Risk sentiment stabilized after resilient Chinese trade data and Beijing’s efforts to slow a slide in the value of the yuan currency encouraged investors to buy riskier currencies.  
The rise of the loonie came as the price of oil, one of Canada’s major exports, jumped on expectations that falling prices could lead to production cuts, coupled with a steadying of the yuan after a week of turmoil spurred by an escalation in U.S.-China trade tensions.  
Canadian government bond prices were higher across the yield curve, with the 2-year bond up 0.5 Canadian cent to yield 1.358% and the 10-year bond rising 7 Canadian cents to yield 1.236%.
Levels and recommendations
Signs of further escalation of the trade war between the United States and China and weak economic data from the United Kingdom weighed on global markets today, capping a volatile week that has pushed gold up to its highest level in six years.  
The British pound is trading at a 2 year low against the dollar as new British Prime Minister, Boris Johnson, was planning for an election after an Oct. 31 Brexit.  
The Japanese yen rose as U.S.-China trade conflict jitters encouraged demand for safe-haven currencies, while the euro rose to $1.1202, showing little reaction after Italian Deputy Prime Minister Matteo Salvini called for early elections.  

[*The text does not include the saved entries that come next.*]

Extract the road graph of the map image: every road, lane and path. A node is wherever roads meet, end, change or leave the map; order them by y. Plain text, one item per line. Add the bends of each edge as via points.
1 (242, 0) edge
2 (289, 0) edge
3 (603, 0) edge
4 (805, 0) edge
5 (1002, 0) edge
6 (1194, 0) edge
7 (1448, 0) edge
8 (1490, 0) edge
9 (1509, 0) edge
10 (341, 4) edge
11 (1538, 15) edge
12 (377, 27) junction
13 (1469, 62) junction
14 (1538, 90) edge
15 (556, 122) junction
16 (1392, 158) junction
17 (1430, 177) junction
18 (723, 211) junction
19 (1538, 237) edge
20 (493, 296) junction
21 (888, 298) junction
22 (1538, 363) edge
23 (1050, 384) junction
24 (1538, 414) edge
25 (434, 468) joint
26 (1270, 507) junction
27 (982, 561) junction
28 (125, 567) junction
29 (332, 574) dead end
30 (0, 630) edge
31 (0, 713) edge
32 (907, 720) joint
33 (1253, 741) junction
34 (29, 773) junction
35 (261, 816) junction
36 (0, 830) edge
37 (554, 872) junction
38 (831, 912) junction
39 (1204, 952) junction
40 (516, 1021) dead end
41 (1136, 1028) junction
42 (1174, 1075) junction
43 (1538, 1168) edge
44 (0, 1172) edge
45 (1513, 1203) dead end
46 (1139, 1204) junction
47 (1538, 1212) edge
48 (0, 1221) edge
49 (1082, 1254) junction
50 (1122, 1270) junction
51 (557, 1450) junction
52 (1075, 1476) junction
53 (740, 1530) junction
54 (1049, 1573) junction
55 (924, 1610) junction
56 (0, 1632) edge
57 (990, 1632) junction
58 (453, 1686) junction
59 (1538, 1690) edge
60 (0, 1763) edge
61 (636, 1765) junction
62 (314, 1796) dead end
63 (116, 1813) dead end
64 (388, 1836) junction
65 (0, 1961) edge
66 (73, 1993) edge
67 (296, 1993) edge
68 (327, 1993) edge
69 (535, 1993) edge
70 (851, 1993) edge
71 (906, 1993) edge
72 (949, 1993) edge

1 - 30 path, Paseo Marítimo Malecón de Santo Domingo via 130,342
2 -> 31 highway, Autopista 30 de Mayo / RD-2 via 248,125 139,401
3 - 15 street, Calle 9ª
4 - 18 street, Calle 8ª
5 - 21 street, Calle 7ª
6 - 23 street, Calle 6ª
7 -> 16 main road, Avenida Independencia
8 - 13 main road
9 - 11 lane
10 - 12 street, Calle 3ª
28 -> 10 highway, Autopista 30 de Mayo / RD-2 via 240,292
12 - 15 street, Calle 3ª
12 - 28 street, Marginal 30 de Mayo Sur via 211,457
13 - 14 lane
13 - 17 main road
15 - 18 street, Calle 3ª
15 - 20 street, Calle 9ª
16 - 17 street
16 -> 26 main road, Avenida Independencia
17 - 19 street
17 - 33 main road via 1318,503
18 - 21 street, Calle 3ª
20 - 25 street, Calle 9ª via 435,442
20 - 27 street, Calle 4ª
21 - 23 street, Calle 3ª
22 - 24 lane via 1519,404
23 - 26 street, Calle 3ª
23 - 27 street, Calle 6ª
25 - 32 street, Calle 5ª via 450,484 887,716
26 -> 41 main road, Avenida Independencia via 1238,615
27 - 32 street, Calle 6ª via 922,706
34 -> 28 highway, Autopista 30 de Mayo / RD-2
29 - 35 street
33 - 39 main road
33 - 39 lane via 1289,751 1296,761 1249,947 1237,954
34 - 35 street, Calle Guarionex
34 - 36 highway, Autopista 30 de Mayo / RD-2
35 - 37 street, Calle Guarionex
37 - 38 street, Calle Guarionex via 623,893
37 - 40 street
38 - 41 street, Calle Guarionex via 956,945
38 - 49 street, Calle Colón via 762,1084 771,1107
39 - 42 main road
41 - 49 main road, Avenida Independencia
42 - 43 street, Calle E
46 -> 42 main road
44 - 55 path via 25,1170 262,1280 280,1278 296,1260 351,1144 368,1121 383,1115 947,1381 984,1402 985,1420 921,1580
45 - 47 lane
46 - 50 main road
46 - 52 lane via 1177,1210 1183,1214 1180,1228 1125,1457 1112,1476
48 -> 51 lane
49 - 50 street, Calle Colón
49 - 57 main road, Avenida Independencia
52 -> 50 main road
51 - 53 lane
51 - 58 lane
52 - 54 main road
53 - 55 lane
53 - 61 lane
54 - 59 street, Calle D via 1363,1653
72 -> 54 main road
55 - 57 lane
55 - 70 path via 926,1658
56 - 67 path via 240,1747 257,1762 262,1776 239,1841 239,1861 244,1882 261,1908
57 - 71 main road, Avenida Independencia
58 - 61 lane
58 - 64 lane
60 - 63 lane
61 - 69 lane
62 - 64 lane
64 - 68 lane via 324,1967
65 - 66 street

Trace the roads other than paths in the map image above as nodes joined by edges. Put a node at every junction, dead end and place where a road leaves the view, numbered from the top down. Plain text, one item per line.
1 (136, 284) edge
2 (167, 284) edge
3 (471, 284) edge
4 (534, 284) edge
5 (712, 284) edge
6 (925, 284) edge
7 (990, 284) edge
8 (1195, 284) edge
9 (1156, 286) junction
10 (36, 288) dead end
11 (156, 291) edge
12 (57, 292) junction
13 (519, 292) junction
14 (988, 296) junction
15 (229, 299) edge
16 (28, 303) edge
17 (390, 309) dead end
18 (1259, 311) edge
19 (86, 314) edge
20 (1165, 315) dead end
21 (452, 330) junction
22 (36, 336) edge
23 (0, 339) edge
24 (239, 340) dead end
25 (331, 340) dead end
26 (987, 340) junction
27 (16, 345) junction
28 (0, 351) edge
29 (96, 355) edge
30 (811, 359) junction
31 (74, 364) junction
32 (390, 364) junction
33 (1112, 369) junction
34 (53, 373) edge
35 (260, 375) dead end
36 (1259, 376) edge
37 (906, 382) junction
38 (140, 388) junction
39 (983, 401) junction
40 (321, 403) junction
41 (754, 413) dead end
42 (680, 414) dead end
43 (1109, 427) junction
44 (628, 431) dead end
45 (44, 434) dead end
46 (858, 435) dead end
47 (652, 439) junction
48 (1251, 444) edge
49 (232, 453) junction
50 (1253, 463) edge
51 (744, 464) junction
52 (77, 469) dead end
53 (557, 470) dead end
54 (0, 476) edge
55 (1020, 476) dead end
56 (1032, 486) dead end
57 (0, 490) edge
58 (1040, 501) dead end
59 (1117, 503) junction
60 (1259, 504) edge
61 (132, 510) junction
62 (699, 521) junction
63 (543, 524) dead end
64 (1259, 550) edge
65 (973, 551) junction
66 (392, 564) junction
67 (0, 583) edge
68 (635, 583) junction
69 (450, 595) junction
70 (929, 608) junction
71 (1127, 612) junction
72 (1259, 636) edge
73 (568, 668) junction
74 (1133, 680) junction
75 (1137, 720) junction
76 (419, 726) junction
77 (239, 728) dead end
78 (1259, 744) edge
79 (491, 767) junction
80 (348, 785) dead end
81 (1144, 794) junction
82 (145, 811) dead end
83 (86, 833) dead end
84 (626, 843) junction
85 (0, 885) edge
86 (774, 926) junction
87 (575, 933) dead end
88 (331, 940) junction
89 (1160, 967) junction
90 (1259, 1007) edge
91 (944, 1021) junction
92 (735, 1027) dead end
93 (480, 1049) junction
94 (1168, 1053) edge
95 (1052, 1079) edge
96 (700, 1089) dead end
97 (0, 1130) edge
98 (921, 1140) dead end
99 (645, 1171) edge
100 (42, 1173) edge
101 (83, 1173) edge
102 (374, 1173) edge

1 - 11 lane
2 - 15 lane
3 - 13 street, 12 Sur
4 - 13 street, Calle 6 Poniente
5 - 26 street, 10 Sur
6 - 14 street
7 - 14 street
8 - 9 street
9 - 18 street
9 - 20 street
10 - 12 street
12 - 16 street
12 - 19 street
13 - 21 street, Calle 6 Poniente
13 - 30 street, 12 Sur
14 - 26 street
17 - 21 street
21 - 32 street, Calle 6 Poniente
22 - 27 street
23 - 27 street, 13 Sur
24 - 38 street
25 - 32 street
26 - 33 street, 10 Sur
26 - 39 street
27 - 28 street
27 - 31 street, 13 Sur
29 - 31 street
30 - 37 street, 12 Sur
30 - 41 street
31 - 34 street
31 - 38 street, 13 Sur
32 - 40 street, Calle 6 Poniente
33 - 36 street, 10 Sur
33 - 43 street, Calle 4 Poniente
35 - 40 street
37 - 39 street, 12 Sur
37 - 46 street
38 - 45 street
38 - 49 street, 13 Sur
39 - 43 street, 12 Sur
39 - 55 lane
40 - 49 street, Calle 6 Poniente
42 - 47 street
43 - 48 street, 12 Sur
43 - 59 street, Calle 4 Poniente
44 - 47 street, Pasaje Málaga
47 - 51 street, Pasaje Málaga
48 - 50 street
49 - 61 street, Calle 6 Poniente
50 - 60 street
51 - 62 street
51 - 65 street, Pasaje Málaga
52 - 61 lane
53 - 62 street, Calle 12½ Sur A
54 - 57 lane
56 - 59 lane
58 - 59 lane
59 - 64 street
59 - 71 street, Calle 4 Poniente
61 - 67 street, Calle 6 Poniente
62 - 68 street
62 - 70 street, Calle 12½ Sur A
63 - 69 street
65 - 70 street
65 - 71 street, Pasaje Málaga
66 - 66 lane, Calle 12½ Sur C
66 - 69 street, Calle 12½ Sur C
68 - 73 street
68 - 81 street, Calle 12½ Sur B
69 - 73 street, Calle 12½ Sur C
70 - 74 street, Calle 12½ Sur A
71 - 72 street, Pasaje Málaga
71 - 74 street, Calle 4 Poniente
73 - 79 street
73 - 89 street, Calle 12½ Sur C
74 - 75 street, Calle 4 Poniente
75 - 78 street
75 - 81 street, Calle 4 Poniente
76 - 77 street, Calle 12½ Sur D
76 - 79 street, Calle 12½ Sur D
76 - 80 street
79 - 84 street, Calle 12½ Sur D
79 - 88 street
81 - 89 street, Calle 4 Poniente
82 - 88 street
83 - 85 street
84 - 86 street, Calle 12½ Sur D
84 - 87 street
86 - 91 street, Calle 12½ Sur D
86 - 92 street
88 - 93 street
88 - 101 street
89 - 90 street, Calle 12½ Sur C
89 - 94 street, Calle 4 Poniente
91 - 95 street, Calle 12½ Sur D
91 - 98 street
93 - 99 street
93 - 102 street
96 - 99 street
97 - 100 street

The Canadian dollar is trading weaker at 1.3240 levels after disappointing domestic unemployment data for the month of July. Adding to this, the domestic unemployment rate jumped to 5.7% against 5.5% which further exerted some downward pressure on CAD. Further movement in the USDCAD pair will depend on incoming trade data which has been a key factor influencing the broader market risk sentiment.